Source material

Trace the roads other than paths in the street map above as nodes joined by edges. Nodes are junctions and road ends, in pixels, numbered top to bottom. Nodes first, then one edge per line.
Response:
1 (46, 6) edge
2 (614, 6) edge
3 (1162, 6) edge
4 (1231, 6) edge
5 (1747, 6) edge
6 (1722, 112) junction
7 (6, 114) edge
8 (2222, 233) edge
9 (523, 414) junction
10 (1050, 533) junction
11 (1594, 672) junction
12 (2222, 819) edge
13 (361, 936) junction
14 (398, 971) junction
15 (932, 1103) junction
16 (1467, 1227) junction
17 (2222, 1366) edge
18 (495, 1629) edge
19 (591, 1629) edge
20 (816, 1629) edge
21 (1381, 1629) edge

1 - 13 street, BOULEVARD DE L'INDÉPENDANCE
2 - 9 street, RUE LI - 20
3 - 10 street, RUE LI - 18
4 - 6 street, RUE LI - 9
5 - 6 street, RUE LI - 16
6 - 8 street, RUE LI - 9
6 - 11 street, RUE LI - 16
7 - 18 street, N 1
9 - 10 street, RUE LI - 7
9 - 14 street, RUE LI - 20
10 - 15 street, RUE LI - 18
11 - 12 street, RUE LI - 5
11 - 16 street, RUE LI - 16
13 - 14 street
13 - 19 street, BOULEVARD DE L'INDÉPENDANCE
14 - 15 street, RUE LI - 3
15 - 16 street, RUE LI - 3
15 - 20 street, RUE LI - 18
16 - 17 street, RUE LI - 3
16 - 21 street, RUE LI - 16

Work to be completed
Give back all of the data exactly, with every line intact.

Reply
Trace the roads other than paths in the street map above as nodes joined by edges. Nodes are junctions and road ends, in pixels, numbered top to bottom. Nodes first, then one edge per line.
Response:
1 (46, 6) edge
2 (614, 6) edge
3 (1162, 6) edge
4 (1231, 6) edge
5 (1747, 6) edge
6 (1722, 112) junction
7 (6, 114) edge
8 (2222, 233) edge
9 (523, 414) junction
10 (1050, 533) junction
11 (1594, 672) junction
12 (2222, 819) edge
13 (361, 936) junction
14 (398, 971) junction
15 (932, 1103) junction
16 (1467, 1227) junction
17 (2222, 1366) edge
18 (495, 1629) edge
19 (591, 1629) edge
20 (816, 1629) edge
21 (1381, 1629) edge

1 - 13 street, BOULEVARD DE L'INDÉPENDANCE
2 - 9 street, RUE LI - 20
3 - 10 street, RUE LI - 18
4 - 6 street, RUE LI - 9
5 - 6 street, RUE LI - 16
6 - 8 street, RUE LI - 9
6 - 11 street, RUE LI - 16
7 - 18 street, N 1
9 - 10 street, RUE LI - 7
9 - 14 street, RUE LI - 20
10 - 15 street, RUE LI - 18
11 - 12 street, RUE LI - 5
11 - 16 street, RUE LI - 16
13 - 14 street
13 - 19 street, BOULEVARD DE L'INDÉPENDANCE
14 - 15 street, RUE LI - 3
15 - 16 street, RUE LI - 3
15 - 20 street, RUE LI - 18
16 - 17 street, RUE LI - 3
16 - 21 street, RUE LI - 16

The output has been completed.